◆ **Source material**
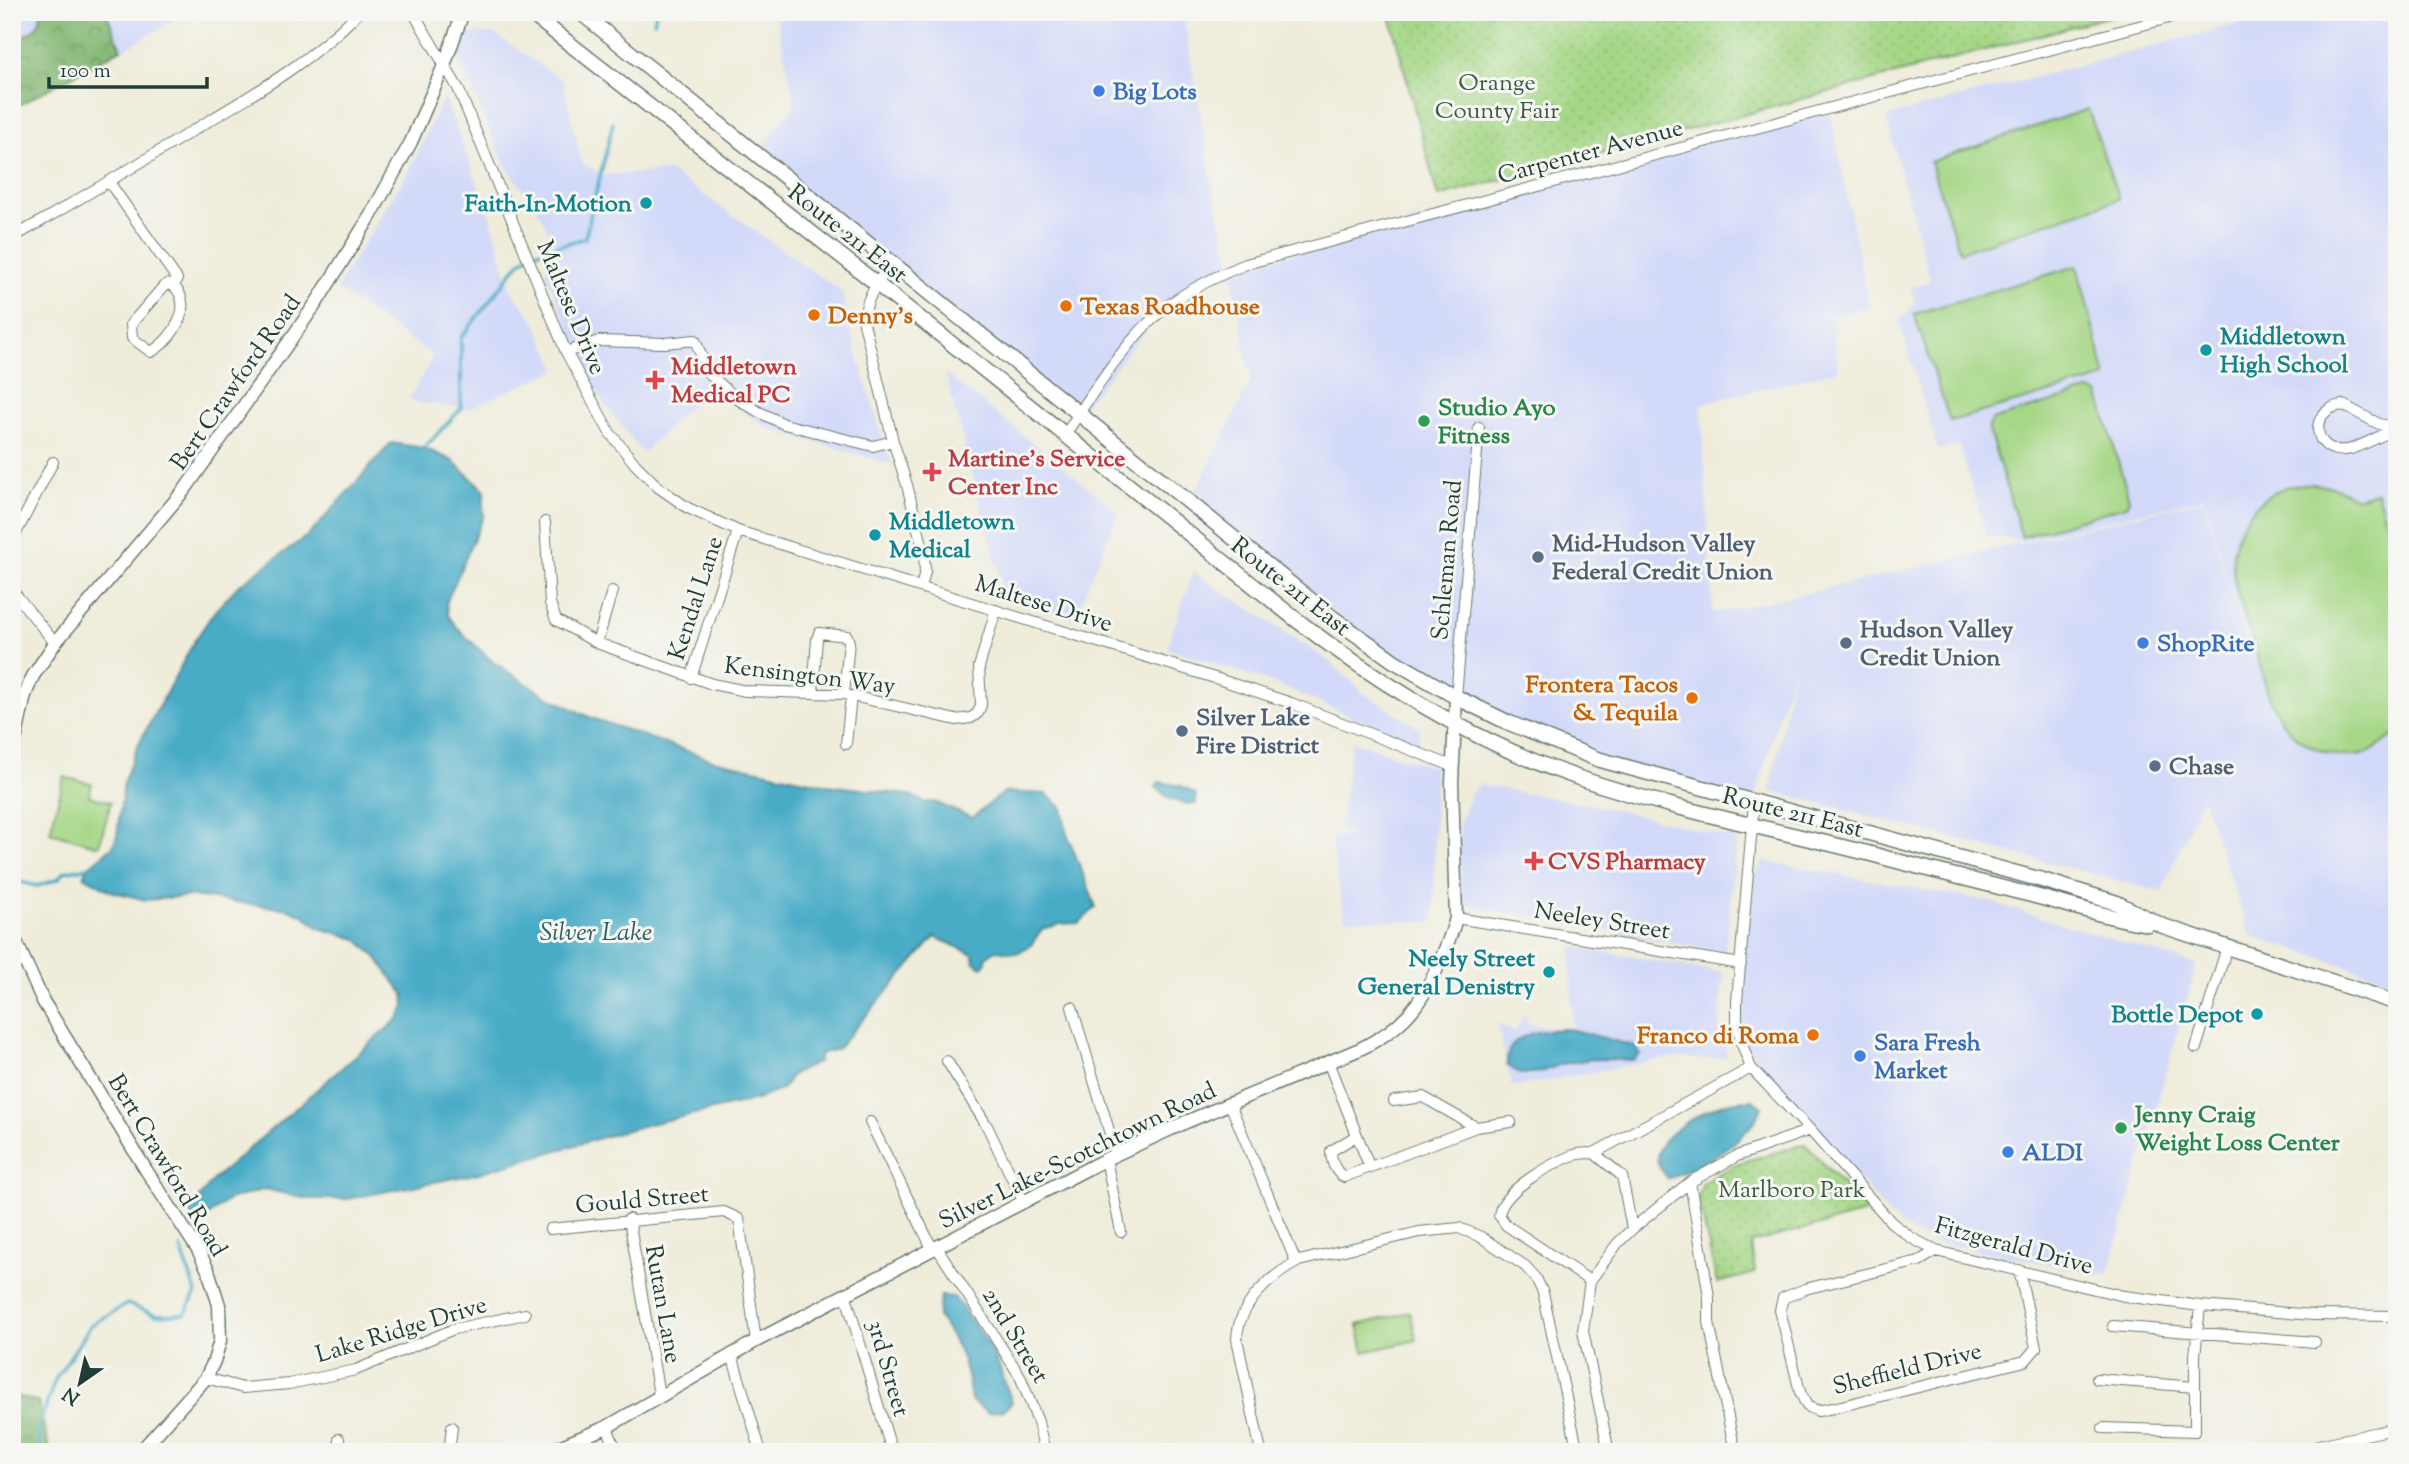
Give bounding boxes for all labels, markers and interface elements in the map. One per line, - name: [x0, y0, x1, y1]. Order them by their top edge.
- scale bar: [49, 46, 206, 90]
- text: 100 m: [60, 57, 111, 87]
- park label: Orange County Fair: [1435, 67, 1559, 129]
- place label: Big Lots: [1113, 76, 1197, 110]
- marker: Big Lots: [1091, 83, 1107, 99]
- street label: Carpenter Avenue: [1494, 112, 1687, 194]
- street label: Route 211 East: [780, 177, 914, 292]
- place label: Faith-In-Motion: [465, 188, 633, 222]
- marker: Faith-In-Motion: [638, 195, 654, 211]
- street label: Maltese Drive: [527, 236, 614, 380]
- street label: Bert Crawford Road: [163, 288, 310, 478]
- place label: Texas Roadhouse: [1080, 291, 1260, 325]
- marker: Texas Roadhouse: [1058, 298, 1074, 314]
- place label: Denny's: [828, 300, 913, 334]
- marker: Denny's: [806, 307, 822, 323]
- place label: Middletown High School: [2220, 321, 2349, 383]
- marker: Middletown High School: [2198, 342, 2214, 358]
- place label: Middletown Medical PC: [671, 351, 798, 413]
- marker: Middletown Medical PC: [645, 370, 665, 390]
- place label: Studio Ayo Fitness: [1438, 392, 1556, 454]
- marker: Studio Ayo Fitness: [1416, 413, 1432, 429]
- place label: Martine's Service Center Inc: [948, 443, 1126, 505]
- marker: Martine's Service Center Inc: [922, 462, 942, 482]
- street label: Schleman Road: [1424, 478, 1472, 642]
- place label: Middletown Medical: [889, 506, 1016, 568]
- marker: Middletown Medical: [867, 527, 883, 543]
- place label: Mid-Hudson Valley Federal Credit Union: [1552, 528, 1774, 590]
- street label: Route 211 East: [1223, 530, 1357, 645]
- street label: Kendal Lane: [661, 532, 733, 665]
- marker: Mid-Hudson Valley Federal Credit Union: [1530, 549, 1546, 565]
- street label: Maltese Drive: [970, 568, 1116, 642]
- place label: Hudson Valley Credit Union: [1860, 614, 2013, 676]
- place label: ShopRite: [2157, 628, 2255, 662]
- marker: Hudson Valley Credit Union: [1838, 635, 1854, 651]
- marker: ShopRite: [2135, 635, 2151, 651]
- street label: Kensington Way: [722, 650, 897, 704]
- place label: Frontera Tacos & Tequila: [1526, 669, 1679, 731]
- marker: Frontera Tacos & Tequila: [1684, 690, 1700, 706]
- place label: Silver Lake Fire District: [1196, 702, 1320, 764]
- marker: Silver Lake Fire District: [1174, 723, 1190, 739]
- place label: Chase: [2169, 751, 2234, 785]
- marker: Chase: [2147, 758, 2163, 774]
- street label: Route 211 East: [1719, 780, 1866, 848]
- place label: CVS Pharmacy: [1548, 846, 1706, 880]
- marker: CVS Pharmacy: [1526, 853, 1542, 869]
- street label: Neeley Street: [1531, 894, 1672, 950]
- water label: Silver Lake: [540, 915, 652, 952]
- place label: Neely Street General Denistry: [1357, 943, 1536, 1005]
- marker: Neely Street General Denistry: [1541, 964, 1557, 980]
- place label: Bottle Depot: [2111, 999, 2244, 1033]
- marker: Bottle Depot: [2249, 1006, 2265, 1022]
- place label: Franco di Roma: [1637, 1020, 1800, 1054]
- marker: Franco di Roma: [1805, 1027, 1821, 1043]
- place label: Sara Fresh Market: [1874, 1027, 1982, 1089]
- marker: Sara Fresh Market: [1852, 1048, 1868, 1064]
- street label: Bert Crawford Road: [98, 1068, 235, 1264]
- street label: Silver Lake-Scotchtown Road: [933, 1074, 1223, 1239]
- place label: Jenny Craig Weight Loss Center: [2133, 1099, 2341, 1161]
- marker: Jenny Craig Weight Loss Center: [2113, 1120, 2129, 1136]
- place label: ALDI: [2022, 1137, 2083, 1171]
- marker: ALDI: [2000, 1144, 2016, 1160]
- park label: Marlboro Park: [1718, 1174, 1866, 1208]
- street label: Gould Street: [574, 1178, 710, 1224]
- street label: Fitzgerald Drive: [1931, 1209, 2096, 1284]
- street label: Rutan Lane: [635, 1243, 689, 1366]
- street label: 2nd Street: [972, 1282, 1056, 1390]
- street label: Lake Ridge Drive: [312, 1289, 491, 1373]
- street label: 3rd Street: [857, 1316, 917, 1421]
- street label: Sheffield Drive: [1829, 1335, 1986, 1405]
- north arrow: [46, 1348, 116, 1418]
- text: N: [58, 1380, 86, 1410]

◆ **Problem to solve**
Restate each entry word for word, leaving out any pictures.

◆ **Expected answer**
Give bounding boxes for all labels, markers and interface elements in the map. One per line, - name: [x0, y0, x1, y1]. Order them by their top edge.
- scale bar: [49, 46, 206, 90]
- text: 100 m: [60, 57, 111, 87]
- park label: Orange County Fair: [1435, 67, 1559, 129]
- place label: Big Lots: [1113, 76, 1197, 110]
- marker: Big Lots: [1091, 83, 1107, 99]
- street label: Carpenter Avenue: [1494, 112, 1687, 194]
- street label: Route 211 East: [780, 177, 914, 292]
- place label: Faith-In-Motion: [465, 188, 633, 222]
- marker: Faith-In-Motion: [638, 195, 654, 211]
- street label: Maltese Drive: [527, 236, 614, 380]
- street label: Bert Crawford Road: [163, 288, 310, 478]
- place label: Texas Roadhouse: [1080, 291, 1260, 325]
- marker: Texas Roadhouse: [1058, 298, 1074, 314]
- place label: Denny's: [828, 300, 913, 334]
- marker: Denny's: [806, 307, 822, 323]
- place label: Middletown High School: [2220, 321, 2349, 383]
- marker: Middletown High School: [2198, 342, 2214, 358]
- place label: Middletown Medical PC: [671, 351, 798, 413]
- marker: Middletown Medical PC: [645, 370, 665, 390]
- place label: Studio Ayo Fitness: [1438, 392, 1556, 454]
- marker: Studio Ayo Fitness: [1416, 413, 1432, 429]
- place label: Martine's Service Center Inc: [948, 443, 1126, 505]
- marker: Martine's Service Center Inc: [922, 462, 942, 482]
- street label: Schleman Road: [1424, 478, 1472, 642]
- place label: Middletown Medical: [889, 506, 1016, 568]
- marker: Middletown Medical: [867, 527, 883, 543]
- place label: Mid-Hudson Valley Federal Credit Union: [1552, 528, 1774, 590]
- street label: Route 211 East: [1223, 530, 1357, 645]
- street label: Kendal Lane: [661, 532, 733, 665]
- marker: Mid-Hudson Valley Federal Credit Union: [1530, 549, 1546, 565]
- street label: Maltese Drive: [970, 568, 1116, 642]
- place label: Hudson Valley Credit Union: [1860, 614, 2013, 676]
- place label: ShopRite: [2157, 628, 2255, 662]
- marker: Hudson Valley Credit Union: [1838, 635, 1854, 651]
- marker: ShopRite: [2135, 635, 2151, 651]
- street label: Kensington Way: [722, 650, 897, 704]
- place label: Frontera Tacos & Tequila: [1526, 669, 1679, 731]
- marker: Frontera Tacos & Tequila: [1684, 690, 1700, 706]
- place label: Silver Lake Fire District: [1196, 702, 1320, 764]
- marker: Silver Lake Fire District: [1174, 723, 1190, 739]
- place label: Chase: [2169, 751, 2234, 785]
- marker: Chase: [2147, 758, 2163, 774]
- street label: Route 211 East: [1719, 780, 1866, 848]
- place label: CVS Pharmacy: [1548, 846, 1706, 880]
- marker: CVS Pharmacy: [1526, 853, 1542, 869]
- street label: Neeley Street: [1531, 894, 1672, 950]
- water label: Silver Lake: [540, 915, 652, 952]
- place label: Neely Street General Denistry: [1357, 943, 1536, 1005]
- marker: Neely Street General Denistry: [1541, 964, 1557, 980]
- place label: Bottle Depot: [2111, 999, 2244, 1033]
- marker: Bottle Depot: [2249, 1006, 2265, 1022]
- place label: Franco di Roma: [1637, 1020, 1800, 1054]
- marker: Franco di Roma: [1805, 1027, 1821, 1043]
- place label: Sara Fresh Market: [1874, 1027, 1982, 1089]
- marker: Sara Fresh Market: [1852, 1048, 1868, 1064]
- street label: Bert Crawford Road: [98, 1068, 235, 1264]
- street label: Silver Lake-Scotchtown Road: [933, 1074, 1223, 1239]
- place label: Jenny Craig Weight Loss Center: [2133, 1099, 2341, 1161]
- marker: Jenny Craig Weight Loss Center: [2113, 1120, 2129, 1136]
- place label: ALDI: [2022, 1137, 2083, 1171]
- marker: ALDI: [2000, 1144, 2016, 1160]
- park label: Marlboro Park: [1718, 1174, 1866, 1208]
- street label: Gould Street: [574, 1178, 710, 1224]
- street label: Fitzgerald Drive: [1931, 1209, 2096, 1284]
- street label: Rutan Lane: [635, 1243, 689, 1366]
- street label: 2nd Street: [972, 1282, 1056, 1390]
- street label: Lake Ridge Drive: [312, 1289, 491, 1373]
- street label: 3rd Street: [857, 1316, 917, 1421]
- street label: Sheffield Drive: [1829, 1335, 1986, 1405]
- north arrow: [46, 1348, 116, 1418]
- text: N: [58, 1380, 86, 1410]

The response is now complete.